## EXERCISE
Go through the data line by line. Copy each one holding the string "Teodoroiu".

## TASK MATERIAL

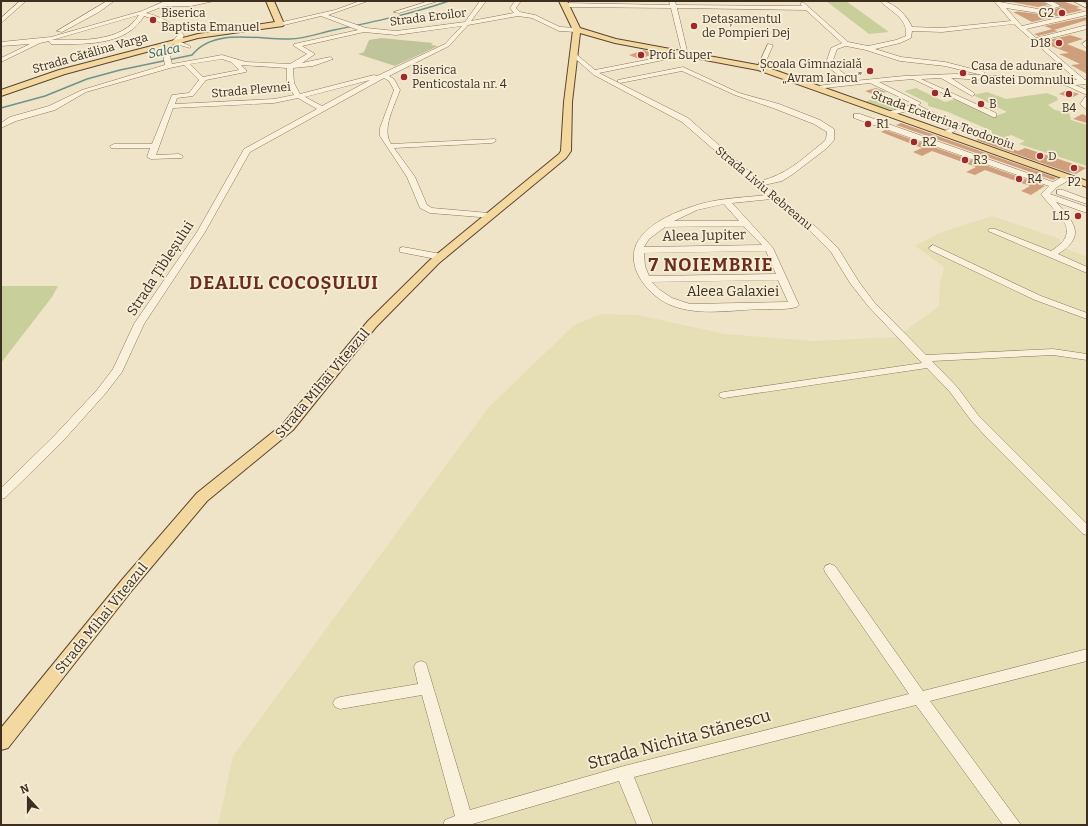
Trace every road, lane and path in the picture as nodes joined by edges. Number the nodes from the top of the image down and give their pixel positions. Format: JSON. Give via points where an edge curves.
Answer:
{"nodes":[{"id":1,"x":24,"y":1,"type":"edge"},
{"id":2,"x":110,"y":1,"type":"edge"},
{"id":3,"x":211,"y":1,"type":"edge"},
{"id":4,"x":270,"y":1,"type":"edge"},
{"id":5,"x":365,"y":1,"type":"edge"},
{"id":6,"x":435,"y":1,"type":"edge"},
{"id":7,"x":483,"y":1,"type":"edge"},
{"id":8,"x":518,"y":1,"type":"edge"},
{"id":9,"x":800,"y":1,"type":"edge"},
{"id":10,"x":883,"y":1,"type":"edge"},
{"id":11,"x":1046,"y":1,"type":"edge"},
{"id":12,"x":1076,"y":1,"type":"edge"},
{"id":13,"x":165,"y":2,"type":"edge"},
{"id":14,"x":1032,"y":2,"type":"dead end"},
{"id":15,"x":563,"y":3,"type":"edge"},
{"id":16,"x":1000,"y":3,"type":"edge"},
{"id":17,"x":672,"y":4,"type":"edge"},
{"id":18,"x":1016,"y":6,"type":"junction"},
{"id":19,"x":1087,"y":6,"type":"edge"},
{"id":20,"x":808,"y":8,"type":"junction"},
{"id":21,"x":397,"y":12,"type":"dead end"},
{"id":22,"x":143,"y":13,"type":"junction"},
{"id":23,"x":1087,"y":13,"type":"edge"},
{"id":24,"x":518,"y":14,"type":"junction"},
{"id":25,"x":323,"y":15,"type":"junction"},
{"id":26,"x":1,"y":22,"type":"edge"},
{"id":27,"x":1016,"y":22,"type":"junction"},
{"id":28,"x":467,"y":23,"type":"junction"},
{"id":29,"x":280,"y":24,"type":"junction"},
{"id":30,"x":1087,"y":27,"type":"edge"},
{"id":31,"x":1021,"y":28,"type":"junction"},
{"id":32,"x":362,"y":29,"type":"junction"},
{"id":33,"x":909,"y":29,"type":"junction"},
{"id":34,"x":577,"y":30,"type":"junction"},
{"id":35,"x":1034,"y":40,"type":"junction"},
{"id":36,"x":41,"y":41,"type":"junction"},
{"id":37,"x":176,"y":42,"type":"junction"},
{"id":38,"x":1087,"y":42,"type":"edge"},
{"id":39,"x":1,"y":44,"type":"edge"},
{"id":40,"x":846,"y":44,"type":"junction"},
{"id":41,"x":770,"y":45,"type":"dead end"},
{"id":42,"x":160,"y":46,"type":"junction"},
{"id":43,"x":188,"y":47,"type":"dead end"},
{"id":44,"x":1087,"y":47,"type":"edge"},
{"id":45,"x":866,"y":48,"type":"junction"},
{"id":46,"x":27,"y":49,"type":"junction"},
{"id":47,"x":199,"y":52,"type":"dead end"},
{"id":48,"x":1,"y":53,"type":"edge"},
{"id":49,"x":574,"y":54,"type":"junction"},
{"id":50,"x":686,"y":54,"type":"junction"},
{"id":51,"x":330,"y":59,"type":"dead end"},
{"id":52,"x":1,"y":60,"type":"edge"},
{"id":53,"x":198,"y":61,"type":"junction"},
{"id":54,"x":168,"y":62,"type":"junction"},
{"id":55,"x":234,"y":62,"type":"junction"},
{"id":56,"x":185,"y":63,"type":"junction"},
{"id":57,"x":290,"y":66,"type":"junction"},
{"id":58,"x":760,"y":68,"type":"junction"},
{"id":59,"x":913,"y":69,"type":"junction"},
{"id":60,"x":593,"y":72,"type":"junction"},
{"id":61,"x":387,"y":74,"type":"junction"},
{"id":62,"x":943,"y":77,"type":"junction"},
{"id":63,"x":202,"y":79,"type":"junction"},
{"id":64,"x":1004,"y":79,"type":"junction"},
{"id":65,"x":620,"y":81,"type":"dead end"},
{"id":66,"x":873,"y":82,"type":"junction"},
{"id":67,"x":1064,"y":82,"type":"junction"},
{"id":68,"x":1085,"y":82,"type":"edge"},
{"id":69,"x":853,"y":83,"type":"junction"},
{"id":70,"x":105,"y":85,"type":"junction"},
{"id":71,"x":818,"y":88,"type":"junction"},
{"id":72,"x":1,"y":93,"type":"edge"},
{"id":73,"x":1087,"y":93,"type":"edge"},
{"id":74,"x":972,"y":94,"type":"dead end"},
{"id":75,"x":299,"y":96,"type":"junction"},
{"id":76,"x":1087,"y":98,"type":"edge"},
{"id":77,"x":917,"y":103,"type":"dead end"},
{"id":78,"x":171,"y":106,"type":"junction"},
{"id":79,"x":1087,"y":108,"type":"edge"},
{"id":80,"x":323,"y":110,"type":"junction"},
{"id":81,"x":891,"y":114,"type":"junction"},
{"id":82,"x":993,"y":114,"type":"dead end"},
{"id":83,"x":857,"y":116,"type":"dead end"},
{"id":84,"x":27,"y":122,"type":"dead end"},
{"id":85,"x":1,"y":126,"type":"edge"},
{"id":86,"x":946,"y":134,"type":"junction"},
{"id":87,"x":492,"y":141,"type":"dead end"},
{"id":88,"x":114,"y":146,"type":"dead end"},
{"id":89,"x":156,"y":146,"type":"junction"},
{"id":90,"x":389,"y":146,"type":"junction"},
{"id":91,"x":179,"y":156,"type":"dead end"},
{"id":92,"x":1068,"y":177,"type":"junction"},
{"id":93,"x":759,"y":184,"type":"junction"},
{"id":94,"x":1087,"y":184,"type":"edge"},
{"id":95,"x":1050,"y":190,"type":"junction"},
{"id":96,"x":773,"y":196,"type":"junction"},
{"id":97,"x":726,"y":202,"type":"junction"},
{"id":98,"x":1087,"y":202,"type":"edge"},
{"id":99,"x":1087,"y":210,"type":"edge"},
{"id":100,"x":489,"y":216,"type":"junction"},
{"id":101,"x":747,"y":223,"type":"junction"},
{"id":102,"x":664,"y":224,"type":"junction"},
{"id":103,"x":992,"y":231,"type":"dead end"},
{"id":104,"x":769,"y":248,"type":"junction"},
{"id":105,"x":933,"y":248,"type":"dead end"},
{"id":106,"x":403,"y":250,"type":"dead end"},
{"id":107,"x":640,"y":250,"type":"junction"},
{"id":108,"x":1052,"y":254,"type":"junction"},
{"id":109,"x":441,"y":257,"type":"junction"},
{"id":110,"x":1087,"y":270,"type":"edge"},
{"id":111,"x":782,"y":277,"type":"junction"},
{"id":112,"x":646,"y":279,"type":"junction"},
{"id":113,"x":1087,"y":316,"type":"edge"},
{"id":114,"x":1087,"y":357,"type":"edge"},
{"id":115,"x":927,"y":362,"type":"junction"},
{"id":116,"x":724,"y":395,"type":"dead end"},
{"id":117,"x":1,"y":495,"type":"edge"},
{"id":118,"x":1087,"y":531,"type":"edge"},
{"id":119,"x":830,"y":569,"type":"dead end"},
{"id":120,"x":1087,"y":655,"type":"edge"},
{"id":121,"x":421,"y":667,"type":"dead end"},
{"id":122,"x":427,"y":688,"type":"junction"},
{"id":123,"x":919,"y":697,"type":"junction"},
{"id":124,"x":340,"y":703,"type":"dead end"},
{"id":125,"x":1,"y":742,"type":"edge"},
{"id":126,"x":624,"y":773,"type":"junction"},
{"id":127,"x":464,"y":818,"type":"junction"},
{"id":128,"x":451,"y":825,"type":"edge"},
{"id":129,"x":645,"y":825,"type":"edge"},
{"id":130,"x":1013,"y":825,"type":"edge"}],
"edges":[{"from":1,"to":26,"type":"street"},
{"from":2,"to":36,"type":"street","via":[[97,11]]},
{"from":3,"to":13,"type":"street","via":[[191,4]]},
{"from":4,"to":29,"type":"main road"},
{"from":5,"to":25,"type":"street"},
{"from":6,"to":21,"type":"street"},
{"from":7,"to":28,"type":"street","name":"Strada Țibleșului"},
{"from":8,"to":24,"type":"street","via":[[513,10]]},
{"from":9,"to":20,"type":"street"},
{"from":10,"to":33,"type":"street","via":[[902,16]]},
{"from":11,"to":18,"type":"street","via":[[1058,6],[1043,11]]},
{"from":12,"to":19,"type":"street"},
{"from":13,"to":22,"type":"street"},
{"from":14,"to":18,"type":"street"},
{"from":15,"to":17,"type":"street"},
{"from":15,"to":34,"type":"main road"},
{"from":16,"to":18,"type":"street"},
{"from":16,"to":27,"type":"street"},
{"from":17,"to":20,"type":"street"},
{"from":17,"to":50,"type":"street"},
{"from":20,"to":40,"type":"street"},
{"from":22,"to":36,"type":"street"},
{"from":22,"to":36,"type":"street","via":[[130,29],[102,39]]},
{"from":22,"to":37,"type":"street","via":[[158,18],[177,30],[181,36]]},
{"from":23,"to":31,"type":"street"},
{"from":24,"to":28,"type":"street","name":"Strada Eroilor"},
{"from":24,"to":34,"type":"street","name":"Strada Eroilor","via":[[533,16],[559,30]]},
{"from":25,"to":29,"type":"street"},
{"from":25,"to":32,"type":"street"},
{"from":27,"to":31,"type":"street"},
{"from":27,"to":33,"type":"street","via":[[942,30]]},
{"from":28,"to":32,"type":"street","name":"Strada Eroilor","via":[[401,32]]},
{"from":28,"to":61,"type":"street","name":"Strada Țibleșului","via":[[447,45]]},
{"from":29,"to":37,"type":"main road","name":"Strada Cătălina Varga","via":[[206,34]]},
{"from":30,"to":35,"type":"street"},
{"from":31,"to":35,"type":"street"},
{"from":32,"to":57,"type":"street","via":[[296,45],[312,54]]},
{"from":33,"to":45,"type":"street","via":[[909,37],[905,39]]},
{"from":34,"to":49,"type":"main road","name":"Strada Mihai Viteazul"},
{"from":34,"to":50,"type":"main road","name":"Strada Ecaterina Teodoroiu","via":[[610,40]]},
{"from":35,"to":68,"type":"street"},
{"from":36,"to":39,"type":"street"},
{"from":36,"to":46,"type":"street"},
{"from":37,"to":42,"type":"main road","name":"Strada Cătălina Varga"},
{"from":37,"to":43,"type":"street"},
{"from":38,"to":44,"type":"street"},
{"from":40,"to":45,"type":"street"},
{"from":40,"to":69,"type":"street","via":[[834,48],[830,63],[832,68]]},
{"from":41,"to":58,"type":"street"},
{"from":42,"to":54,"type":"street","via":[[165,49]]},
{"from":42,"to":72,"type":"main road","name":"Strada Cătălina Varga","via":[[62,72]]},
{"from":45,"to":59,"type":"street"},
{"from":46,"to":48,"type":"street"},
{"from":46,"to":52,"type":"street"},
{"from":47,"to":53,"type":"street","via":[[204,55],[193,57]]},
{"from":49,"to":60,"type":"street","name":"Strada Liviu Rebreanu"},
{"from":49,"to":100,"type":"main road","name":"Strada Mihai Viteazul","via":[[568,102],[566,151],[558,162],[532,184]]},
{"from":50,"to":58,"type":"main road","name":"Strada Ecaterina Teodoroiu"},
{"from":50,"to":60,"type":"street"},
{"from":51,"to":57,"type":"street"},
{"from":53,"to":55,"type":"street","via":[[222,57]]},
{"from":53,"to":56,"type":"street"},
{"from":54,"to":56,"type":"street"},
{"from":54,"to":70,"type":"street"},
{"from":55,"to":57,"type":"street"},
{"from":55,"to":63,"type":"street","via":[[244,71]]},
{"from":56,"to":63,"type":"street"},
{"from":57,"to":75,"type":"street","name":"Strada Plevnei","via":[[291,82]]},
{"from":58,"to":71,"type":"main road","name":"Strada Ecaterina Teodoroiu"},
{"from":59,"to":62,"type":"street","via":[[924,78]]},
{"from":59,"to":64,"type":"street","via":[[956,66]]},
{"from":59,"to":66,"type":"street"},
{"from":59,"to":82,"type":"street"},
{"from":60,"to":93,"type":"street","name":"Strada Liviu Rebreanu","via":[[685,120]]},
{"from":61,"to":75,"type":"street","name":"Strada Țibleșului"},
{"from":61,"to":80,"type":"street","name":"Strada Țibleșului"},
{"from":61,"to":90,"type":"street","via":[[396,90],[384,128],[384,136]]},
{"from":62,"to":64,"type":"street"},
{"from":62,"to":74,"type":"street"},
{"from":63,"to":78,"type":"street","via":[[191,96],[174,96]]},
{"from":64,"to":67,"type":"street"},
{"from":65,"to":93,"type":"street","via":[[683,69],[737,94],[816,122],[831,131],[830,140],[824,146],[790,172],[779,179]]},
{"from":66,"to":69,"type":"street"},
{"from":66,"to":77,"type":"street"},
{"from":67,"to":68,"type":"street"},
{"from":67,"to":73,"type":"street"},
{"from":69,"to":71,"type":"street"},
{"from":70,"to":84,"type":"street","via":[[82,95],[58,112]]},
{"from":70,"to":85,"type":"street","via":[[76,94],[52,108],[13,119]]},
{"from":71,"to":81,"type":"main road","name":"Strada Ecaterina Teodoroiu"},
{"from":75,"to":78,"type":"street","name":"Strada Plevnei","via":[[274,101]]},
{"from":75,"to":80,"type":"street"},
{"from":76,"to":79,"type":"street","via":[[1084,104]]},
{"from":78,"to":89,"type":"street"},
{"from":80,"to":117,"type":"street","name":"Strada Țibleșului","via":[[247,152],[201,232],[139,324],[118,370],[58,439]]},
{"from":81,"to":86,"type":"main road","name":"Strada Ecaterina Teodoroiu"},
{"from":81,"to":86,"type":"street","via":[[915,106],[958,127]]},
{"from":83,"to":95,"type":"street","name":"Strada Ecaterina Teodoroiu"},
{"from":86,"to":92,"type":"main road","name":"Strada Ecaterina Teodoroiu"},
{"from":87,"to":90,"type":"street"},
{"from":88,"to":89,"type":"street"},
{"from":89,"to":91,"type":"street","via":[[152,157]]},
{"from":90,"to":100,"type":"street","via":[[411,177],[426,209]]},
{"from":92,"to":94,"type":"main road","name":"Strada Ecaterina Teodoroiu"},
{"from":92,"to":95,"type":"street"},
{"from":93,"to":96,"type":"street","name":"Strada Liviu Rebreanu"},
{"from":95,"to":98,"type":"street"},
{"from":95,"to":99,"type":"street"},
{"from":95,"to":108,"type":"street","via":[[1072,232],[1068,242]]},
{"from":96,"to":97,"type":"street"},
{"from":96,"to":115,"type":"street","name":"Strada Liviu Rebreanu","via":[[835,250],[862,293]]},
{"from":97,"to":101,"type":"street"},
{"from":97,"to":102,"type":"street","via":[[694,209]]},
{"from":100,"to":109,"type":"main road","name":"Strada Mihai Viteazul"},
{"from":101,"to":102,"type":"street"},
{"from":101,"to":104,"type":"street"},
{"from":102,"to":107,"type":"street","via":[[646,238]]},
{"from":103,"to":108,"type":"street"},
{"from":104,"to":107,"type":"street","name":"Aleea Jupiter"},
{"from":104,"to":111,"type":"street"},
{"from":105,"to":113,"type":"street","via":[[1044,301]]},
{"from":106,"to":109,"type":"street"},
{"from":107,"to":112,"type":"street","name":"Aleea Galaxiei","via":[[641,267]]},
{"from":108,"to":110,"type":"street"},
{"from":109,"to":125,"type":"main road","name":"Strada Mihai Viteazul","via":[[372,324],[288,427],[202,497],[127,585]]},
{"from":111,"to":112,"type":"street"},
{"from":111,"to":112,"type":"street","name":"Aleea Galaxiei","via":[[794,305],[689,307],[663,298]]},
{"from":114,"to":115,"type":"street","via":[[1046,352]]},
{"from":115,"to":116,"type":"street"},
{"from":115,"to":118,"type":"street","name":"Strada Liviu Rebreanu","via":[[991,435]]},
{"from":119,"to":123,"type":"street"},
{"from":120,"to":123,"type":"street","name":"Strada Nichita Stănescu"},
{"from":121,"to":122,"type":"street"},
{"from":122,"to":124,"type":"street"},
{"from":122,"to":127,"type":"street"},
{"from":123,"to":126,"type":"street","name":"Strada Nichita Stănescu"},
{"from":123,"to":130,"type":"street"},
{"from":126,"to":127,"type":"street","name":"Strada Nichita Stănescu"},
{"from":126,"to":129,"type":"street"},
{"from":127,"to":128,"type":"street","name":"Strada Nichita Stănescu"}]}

## RESPONSE FOR THIS EXERCISE
{"from":34,"to":50,"type":"main road","name":"Strada Ecaterina Teodoroiu","via":[[610,40]]},
{"from":50,"to":58,"type":"main road","name":"Strada Ecaterina Teodoroiu"},
{"from":58,"to":71,"type":"main road","name":"Strada Ecaterina Teodoroiu"},
{"from":71,"to":81,"type":"main road","name":"Strada Ecaterina Teodoroiu"},
{"from":81,"to":86,"type":"main road","name":"Strada Ecaterina Teodoroiu"},
{"from":83,"to":95,"type":"street","name":"Strada Ecaterina Teodoroiu"},
{"from":86,"to":92,"type":"main road","name":"Strada Ecaterina Teodoroiu"},
{"from":92,"to":94,"type":"main road","name":"Strada Ecaterina Teodoroiu"},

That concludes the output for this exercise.